■ **Brief**
Lines that include the word "Bantayan" should be copied from the listing that follows.

Record extracts Block Start

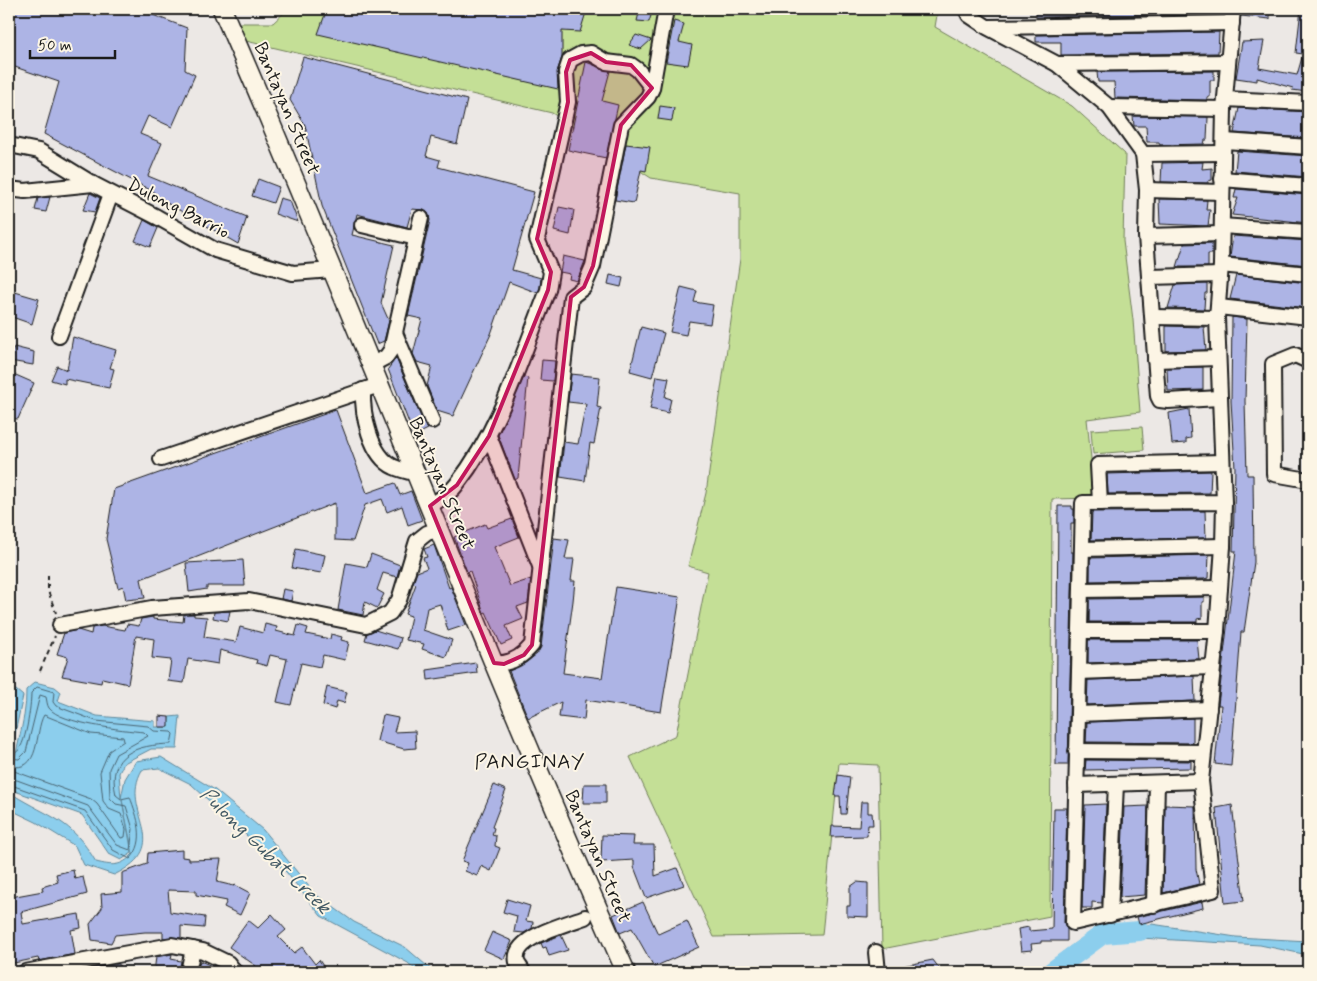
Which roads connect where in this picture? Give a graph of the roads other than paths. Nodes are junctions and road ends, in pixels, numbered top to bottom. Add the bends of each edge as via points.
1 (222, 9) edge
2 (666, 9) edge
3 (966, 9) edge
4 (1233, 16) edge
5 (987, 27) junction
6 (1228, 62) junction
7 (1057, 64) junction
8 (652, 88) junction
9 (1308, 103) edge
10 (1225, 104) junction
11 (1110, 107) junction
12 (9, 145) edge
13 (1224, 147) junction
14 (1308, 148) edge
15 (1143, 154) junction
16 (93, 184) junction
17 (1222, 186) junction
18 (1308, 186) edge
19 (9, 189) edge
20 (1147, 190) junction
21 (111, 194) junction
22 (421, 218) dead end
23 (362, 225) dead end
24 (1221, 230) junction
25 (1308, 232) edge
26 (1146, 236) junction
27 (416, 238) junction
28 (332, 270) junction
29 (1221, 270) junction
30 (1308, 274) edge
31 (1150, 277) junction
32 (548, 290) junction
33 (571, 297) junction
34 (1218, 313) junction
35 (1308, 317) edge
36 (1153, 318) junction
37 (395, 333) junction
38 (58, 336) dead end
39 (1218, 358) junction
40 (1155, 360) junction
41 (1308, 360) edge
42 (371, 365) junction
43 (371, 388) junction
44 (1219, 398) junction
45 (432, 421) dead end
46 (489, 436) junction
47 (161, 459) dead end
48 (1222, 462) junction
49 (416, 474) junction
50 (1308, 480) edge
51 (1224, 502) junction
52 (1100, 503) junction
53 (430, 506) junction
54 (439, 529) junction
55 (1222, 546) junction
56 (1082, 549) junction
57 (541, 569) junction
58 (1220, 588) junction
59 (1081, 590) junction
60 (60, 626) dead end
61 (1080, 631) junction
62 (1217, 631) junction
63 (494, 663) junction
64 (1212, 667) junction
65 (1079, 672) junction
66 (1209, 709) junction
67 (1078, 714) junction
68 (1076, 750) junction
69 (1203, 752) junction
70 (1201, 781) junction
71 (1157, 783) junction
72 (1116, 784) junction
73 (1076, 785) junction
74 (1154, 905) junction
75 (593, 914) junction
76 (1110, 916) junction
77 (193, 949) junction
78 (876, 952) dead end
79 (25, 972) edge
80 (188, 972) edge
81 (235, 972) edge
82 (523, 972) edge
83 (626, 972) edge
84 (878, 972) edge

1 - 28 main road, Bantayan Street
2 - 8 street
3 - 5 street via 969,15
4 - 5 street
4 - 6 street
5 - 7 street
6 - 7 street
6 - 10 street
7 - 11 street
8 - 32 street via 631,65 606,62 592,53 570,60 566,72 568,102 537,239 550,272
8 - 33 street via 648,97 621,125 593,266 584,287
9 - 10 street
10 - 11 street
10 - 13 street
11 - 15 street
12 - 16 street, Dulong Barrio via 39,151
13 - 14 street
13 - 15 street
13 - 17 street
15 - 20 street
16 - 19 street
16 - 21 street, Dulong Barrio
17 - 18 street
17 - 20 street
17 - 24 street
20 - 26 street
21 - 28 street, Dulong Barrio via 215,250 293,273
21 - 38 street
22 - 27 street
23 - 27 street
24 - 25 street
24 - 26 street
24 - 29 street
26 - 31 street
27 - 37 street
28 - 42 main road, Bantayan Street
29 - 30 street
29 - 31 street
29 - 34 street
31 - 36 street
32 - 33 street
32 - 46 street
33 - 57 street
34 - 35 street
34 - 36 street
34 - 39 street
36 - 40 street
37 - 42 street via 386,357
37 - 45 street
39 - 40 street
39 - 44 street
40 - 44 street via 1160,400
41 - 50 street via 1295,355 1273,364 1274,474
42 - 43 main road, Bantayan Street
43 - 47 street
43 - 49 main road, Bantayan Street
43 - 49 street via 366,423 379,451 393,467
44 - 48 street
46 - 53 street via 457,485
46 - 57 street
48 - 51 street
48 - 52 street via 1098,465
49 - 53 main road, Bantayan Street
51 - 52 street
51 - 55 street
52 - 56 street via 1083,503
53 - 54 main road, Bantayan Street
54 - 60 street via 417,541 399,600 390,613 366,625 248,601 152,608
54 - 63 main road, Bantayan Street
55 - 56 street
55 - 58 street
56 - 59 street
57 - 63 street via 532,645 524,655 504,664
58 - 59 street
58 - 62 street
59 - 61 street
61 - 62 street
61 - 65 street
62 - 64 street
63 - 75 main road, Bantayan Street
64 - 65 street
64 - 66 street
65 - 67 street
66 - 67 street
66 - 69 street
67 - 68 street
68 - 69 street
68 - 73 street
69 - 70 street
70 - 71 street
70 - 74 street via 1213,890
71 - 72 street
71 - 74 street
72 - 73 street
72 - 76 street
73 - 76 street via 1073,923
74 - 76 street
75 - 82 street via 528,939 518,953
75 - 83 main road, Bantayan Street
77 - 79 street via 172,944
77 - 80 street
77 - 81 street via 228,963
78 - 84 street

Record extracts Block End

■ **Completed task**
1 - 28 main road, Bantayan Street
28 - 42 main road, Bantayan Street
42 - 43 main road, Bantayan Street
43 - 49 main road, Bantayan Street
49 - 53 main road, Bantayan Street
53 - 54 main road, Bantayan Street
54 - 63 main road, Bantayan Street
63 - 75 main road, Bantayan Street
75 - 83 main road, Bantayan Street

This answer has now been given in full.